Reformed Reflections

Sects and cults -
Healing in the Atonement

"When evening came, many who were demon-possessed were brought to him, and he drove out the spirits with a word and healed all the sick. This was to fulfill what was spoken through the prophet Isaiah: 'He took up our infirmities and carried our diseases"' [Matt. 8:16 f.; cf. Isaiah 53:4f.]

Is physical healing of the body a vital part of Christ's atoning work on the cross? Some say it is. Faith healers claim that a Christian should never be ill, that sickness is the result of lack of faith, and that the atonement has dealt with the Fall in every respect. The Bible teaches divine healing for our time.

P.C. Nelson in his tract Wilt Thou Be Made Whole? or Is Divine Healing for Us Today? writes: "If God indeed allows sickness to afflict the human family because of sin, and Christ died to save us from the guilt, power, pollution, and penalties of sin, why should it be thought fanatical to believe that provision for our bodily healing was made in the atonement? .. We have his specific statements to prove that Christ suffered to free us from sickness as we have to show that He died to save our souls from sin and from its consequences. Isaiah 53 is the outstanding passage on the atonement."

Faith healer Rev. Don E. Gossett teaches that we are healed with the stripes of our Lord. And he says: "The finished work of Christ gives us provision for healing and our faith produces the full benefit to our lives." If Nelson and Gossett, and like-minded, teach that healing is in the atonement, why should Christians ever become sick? Illness would be banned from the Christian's experience.

What do faith healers do with death? If faith healing is true, I like to raise the question: "Why do Christians ever die?" Faith healers, if they are consequent in their beliefs, cannot account for the physical death of Christians. If Christ atoned for the body and the effects of the atonement are fully and totally applied now, there should be perfect health, and death should no longer be possible for the Christian.

What are the benefits of Christ's atoning death as prophesied in Isaiah 53:4f.? The body is important. Just as souls are not saved, but people, so the Bible applies the concept of health to the soul as well as the body. Christ's atonement did redeem the whole person. To limit Isaiah's prophecy to the healing of the soul only, is doing injustice to the Biblical view of man.

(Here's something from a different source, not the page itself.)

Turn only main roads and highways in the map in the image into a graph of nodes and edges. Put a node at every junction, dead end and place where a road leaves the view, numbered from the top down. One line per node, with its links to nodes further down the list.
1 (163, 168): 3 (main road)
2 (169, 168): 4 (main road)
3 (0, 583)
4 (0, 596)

Faith healers are right in including the body in Christ's atoning work. But they do err in failing to emphasize that bodily healing in the full and final sense awaits the day of the resurrection and the total transformation of the self.

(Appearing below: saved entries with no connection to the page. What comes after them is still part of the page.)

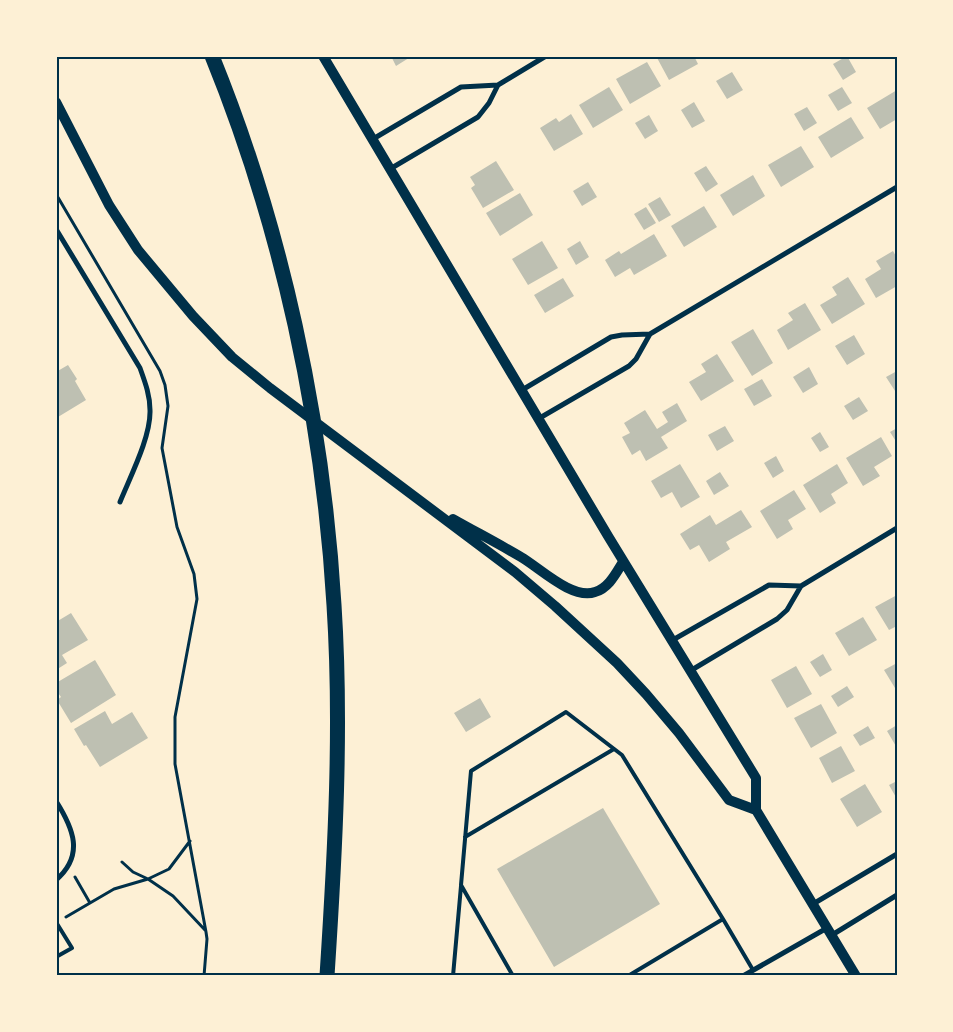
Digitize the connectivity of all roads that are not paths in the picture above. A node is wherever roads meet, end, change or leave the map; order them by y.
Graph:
1 (212, 56) edge
2 (323, 56) edge
3 (546, 56) edge
4 (498, 85) junction
5 (56, 102) edge
6 (372, 139) junction
7 (390, 169) junction
8 (897, 187) edge
9 (56, 229) edge
10 (650, 334) junction
11 (522, 390) junction
12 (538, 420) junction
13 (411, 495) junction
14 (120, 502) dead end
15 (897, 528) edge
16 (623, 562) junction
17 (801, 586) junction
18 (671, 641) junction
19 (690, 671) junction
20 (614, 749) junction
21 (56, 801) edge
22 (756, 810) junction
23 (465, 837) junction
24 (897, 854) edge
25 (56, 880) edge
26 (461, 885) junction
27 (897, 895) edge
28 (813, 904) junction
29 (723, 918) junction
30 (56, 922) edge
31 (829, 932) junction
32 (56, 957) edge
33 (753, 970) junction
34 (327, 976) edge
35 (453, 976) edge
36 (513, 976) edge
37 (628, 976) edge
38 (743, 976) edge
39 (856, 976) edge

1 - 34 highway
2 - 6 main road
3 - 4 street
4 - 6 street
4 - 7 street
5 - 13 main road
6 - 7 main road
7 - 11 main road
8 - 10 street
9 - 14 street
10 - 11 street
10 - 12 street
11 - 12 main road
12 - 16 main road
13 - 16 main road
13 - 22 main road
15 - 17 street
16 - 18 main road
17 - 18 street
17 - 19 street
18 - 19 main road
19 - 22 main road
20 - 23 lane
20 - 23 lane
20 - 29 lane
21 - 25 street
22 - 28 main road
23 - 26 lane
24 - 28 street
26 - 35 lane
26 - 36 lane
27 - 31 street
28 - 31 main road
29 - 33 lane
29 - 37 lane
30 - 32 lane
31 - 33 street
31 - 39 main road
33 - 38 street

In this present age, God never heals so finally that Christians will escape physical death. Faith healers are wrong in implying that only lack of faith is what prevents God from healing one's afflictions in this life. Just as the soul is not in this life perfectly delivered from the power of sin (cf. Rom..7:7ff), so neither the body is perfectly delivered from the power of disease in this life. The world is still groaning and moaning while we are awaiting the redemption of the body (Rom. 8:22). Even the apostles in Jesus days in their own experiences knew that salvation from sin and its consequences offers no personal immunity from sickness and physical sufferings. Spirit filled Christians today do have to cope with physical infirmity or even deformity all their lives. The body, although redeemed, remains subject to sin, infirmity, sickness, pain and death. Our physical sicknesses will not be entirely removed until the redeemed are glorified at the resurrection. The body is not fully and finally redeemed in this life. We are still living in the realm of hope. The best. is yet to come.

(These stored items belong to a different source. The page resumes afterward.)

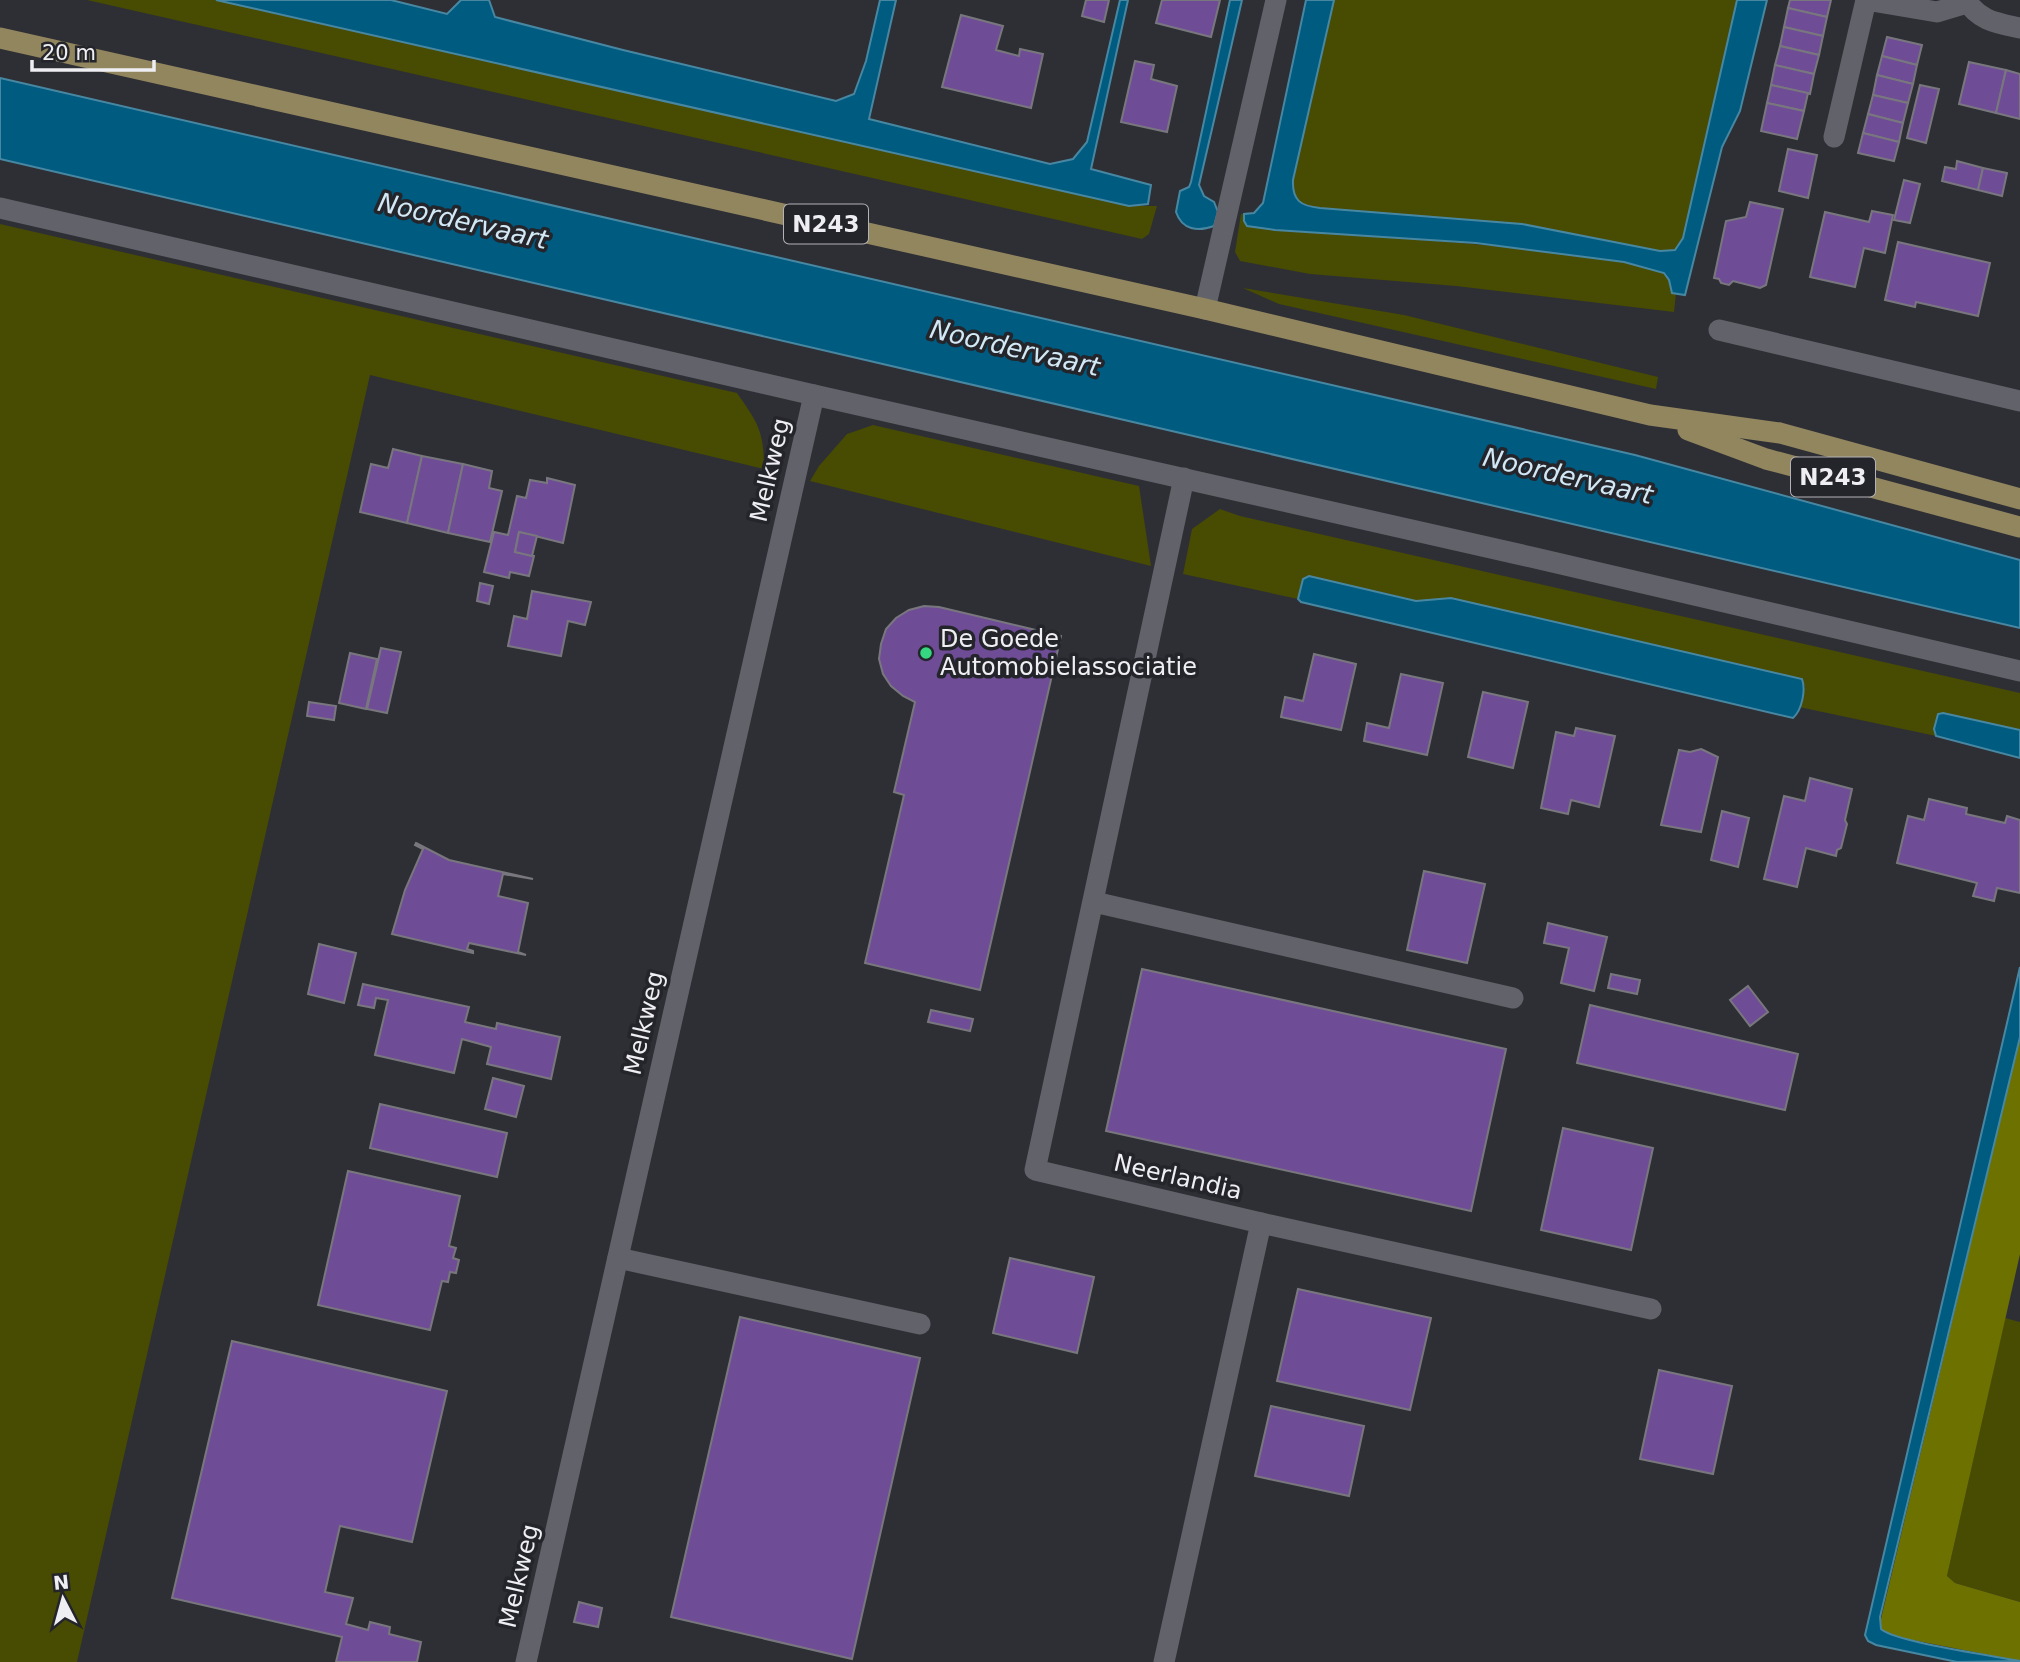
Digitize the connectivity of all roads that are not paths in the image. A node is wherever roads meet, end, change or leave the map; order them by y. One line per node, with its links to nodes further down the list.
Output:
1 (1276, 0): 7 (street)
2 (1967, 1): 3 (street); 5 (street)
3 (2020, 28)
4 (0, 38): 7 (main road, N243)
5 (1834, 137)
6 (0, 208): 9 (street)
7 (1205, 309): 11 (main road, N243)
8 (1719, 330): 10 (street)
9 (814, 395): 12 (street); 19 (street, Melkweg)
10 (2020, 401)
11 (1650, 415): 13 (main road, N243); 14 (main road, N243)
12 (1184, 478): 15 (street); 16 (street, Neerlandia)
13 (2020, 499)
14 (2020, 527)
15 (2020, 671)
16 (1094, 902): 17 (street); 18 (street, Neerlandia)
17 (1513, 998)
18 (1261, 1223): 20 (street); 23 (street, Neerlandia)
19 (618, 1258): 21 (street); 22 (street, Melkweg)
20 (1651, 1310)
21 (920, 1324)
22 (526, 1662)
23 (1164, 1662)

T.L. Osborn believes that preaching the gospel of healing for soul and body is more effective than the preaching of forgiveness to sinners. More souls have been saved through his healing ministry in one night, he claims, than during the entire seven years he preached forgiveness. Osborn, and other sensational faith healers like him, miss the mark. Not our physical health at all cost is the basis of gospel proclamation, but reconciliation with God. "God was reconciling the world to himself in Christ not counting :men's sins against them. And he has committed to us the message of reconciliation" (2 Cor. 5:19).

The most important problem we are facing is not the health of our bodies, but the forgiveness of our sins. The great proclamation of the Church is not the Gospel of health for the body. But it is the proclamation of forgiveness for unworthy sinners through Jesus Christ.